* **Data provided**:

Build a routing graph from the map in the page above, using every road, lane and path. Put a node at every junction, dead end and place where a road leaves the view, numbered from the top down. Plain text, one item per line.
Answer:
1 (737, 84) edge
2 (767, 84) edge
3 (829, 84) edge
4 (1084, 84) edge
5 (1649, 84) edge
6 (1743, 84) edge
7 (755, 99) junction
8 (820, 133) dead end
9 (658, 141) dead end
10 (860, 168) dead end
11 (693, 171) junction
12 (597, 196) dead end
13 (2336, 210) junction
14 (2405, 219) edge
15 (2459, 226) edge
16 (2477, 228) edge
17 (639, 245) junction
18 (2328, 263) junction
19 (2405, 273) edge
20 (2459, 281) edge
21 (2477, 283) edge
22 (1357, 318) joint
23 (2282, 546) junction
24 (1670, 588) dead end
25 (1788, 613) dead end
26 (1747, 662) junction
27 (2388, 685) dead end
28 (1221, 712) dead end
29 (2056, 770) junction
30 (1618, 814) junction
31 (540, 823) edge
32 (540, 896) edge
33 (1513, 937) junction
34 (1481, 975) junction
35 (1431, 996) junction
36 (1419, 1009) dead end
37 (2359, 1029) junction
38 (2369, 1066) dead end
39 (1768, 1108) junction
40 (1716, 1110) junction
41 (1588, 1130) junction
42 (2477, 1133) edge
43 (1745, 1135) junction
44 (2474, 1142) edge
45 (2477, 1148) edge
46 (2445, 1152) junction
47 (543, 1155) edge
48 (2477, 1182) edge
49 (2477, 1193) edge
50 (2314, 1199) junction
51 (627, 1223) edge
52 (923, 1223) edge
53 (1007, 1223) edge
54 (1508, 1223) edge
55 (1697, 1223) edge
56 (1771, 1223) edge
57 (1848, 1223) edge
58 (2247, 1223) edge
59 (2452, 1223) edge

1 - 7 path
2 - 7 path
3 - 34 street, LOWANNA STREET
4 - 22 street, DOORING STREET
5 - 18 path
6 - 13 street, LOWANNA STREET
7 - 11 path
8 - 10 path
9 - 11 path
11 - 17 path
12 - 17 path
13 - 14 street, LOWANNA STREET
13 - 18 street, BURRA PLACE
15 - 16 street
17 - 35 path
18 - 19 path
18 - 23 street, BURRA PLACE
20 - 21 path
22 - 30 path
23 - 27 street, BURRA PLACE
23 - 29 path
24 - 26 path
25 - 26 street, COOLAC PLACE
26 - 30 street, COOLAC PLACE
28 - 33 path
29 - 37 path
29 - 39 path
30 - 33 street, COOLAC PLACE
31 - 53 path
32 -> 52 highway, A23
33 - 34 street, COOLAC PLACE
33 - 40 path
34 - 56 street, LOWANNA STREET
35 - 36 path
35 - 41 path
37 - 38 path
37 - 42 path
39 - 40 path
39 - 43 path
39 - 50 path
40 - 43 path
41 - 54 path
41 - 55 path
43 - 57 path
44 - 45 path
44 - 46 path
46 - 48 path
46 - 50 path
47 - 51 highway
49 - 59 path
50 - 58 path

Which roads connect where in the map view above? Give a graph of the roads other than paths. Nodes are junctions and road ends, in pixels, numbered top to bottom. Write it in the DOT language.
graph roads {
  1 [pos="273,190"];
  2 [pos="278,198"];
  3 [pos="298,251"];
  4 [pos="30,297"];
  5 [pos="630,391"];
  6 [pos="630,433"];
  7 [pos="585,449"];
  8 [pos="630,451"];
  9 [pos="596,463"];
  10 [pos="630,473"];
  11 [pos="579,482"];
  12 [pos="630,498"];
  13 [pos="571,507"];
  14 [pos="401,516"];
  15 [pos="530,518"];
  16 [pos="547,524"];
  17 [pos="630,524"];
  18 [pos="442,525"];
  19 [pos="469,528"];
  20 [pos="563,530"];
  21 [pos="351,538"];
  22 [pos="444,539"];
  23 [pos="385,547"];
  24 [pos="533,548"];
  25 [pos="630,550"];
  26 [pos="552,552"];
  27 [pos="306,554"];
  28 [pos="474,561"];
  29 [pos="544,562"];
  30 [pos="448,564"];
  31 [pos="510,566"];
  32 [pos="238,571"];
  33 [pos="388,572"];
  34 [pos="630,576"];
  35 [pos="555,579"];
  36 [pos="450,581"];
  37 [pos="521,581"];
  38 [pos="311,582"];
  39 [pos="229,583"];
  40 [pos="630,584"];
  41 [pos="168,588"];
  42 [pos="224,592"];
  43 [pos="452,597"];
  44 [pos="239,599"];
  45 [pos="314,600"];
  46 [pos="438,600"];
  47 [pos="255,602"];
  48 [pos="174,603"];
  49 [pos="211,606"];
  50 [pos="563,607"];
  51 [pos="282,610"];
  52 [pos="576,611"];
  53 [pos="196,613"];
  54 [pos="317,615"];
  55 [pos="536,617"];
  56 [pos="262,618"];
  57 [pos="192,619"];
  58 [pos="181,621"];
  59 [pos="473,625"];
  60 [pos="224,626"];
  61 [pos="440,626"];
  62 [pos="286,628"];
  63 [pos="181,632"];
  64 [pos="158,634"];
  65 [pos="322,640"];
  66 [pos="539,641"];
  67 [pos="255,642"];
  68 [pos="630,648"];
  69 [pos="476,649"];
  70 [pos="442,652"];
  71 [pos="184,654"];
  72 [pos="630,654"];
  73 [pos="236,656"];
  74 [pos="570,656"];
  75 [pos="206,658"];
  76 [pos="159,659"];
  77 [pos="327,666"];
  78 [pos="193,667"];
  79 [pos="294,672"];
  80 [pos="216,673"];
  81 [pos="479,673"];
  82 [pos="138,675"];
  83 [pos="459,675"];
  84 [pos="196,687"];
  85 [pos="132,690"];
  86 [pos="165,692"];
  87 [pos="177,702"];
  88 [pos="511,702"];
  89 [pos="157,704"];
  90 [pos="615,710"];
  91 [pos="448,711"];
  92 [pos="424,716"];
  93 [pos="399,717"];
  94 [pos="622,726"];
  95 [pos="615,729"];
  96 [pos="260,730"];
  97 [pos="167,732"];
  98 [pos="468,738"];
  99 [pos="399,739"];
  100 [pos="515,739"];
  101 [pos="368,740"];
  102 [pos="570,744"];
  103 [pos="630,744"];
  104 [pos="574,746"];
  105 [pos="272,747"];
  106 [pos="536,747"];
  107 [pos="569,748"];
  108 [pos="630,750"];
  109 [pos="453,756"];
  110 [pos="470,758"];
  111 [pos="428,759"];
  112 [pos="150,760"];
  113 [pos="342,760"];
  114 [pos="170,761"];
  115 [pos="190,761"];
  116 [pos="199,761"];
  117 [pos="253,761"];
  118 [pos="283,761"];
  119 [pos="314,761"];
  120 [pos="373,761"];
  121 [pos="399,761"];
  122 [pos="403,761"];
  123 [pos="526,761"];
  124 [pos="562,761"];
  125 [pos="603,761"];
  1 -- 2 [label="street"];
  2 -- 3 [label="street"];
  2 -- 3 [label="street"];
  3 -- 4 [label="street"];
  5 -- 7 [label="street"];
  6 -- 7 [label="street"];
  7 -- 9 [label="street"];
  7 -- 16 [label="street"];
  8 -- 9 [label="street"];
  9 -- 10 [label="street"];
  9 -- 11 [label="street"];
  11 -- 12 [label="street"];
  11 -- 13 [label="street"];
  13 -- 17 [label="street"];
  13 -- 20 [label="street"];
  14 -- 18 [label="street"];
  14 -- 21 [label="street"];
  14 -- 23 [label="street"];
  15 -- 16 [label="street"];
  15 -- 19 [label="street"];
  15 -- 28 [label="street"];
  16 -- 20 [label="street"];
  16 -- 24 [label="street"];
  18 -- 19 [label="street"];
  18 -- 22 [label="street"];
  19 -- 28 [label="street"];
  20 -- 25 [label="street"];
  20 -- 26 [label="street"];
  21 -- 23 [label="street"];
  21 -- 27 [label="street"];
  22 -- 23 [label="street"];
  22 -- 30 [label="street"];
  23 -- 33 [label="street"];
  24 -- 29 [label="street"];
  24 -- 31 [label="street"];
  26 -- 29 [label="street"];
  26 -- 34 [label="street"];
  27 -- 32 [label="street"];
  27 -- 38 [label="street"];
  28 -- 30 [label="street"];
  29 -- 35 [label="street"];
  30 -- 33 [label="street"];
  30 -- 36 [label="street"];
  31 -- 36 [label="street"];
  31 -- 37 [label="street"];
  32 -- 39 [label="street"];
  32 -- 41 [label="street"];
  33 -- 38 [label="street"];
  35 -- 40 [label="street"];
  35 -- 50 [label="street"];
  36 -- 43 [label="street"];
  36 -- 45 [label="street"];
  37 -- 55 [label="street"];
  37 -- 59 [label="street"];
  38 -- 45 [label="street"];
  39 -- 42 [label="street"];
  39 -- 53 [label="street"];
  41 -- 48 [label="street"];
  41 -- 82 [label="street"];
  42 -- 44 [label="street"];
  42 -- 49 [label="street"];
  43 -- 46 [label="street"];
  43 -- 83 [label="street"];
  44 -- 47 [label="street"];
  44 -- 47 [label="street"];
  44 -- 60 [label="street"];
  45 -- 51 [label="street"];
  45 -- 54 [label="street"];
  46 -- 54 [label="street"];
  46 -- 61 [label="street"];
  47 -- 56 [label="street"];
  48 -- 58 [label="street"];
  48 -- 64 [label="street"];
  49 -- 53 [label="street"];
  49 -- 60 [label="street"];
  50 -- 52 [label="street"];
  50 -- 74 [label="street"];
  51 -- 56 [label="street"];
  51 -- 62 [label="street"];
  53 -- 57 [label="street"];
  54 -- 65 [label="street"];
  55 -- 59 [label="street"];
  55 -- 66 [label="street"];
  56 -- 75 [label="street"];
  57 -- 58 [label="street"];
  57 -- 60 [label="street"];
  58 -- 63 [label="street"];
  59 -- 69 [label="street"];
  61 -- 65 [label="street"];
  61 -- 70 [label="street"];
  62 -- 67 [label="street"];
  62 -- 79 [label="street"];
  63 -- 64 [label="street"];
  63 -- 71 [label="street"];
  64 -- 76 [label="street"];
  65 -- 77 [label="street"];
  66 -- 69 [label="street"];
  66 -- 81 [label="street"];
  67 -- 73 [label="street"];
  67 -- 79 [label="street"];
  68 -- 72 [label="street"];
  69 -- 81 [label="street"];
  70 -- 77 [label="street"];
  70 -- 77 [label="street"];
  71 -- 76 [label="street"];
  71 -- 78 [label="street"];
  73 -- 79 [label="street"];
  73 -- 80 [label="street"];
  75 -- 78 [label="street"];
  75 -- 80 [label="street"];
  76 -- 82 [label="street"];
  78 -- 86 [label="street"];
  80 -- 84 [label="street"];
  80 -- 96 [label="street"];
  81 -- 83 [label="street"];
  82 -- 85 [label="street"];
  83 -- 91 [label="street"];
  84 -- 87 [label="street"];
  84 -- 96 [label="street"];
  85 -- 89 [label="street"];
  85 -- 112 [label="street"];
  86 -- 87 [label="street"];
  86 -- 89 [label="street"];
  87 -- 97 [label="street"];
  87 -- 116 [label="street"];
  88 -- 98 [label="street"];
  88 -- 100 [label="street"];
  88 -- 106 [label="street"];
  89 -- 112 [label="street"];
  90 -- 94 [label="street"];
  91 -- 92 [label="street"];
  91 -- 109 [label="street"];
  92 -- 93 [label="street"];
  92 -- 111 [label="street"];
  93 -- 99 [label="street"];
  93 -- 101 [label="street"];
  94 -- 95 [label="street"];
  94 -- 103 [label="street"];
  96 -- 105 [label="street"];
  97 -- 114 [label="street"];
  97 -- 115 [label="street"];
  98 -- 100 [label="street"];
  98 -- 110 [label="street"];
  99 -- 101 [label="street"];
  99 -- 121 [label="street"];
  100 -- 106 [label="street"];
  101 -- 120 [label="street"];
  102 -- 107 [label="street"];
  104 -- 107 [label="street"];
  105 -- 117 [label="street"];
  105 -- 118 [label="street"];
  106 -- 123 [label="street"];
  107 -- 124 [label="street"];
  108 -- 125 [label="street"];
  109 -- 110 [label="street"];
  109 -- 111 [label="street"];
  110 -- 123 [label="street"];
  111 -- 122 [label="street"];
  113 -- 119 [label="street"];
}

* **Work instructions**:
Your answer must consist of every line in the listing that contains "above".

* **Answer to this exercise**:
Build a routing graph from the map in the page above, using every road, lane and path. Put a node at every junction, dead end and place where a road leaves the view, numbered from the top down. Plain text, one item per line.
Which roads connect where in the map view above? Give a graph of the roads other than paths. Nodes are junctions and road ends, in pixels, numbered top to bottom. Write it in the DOT language.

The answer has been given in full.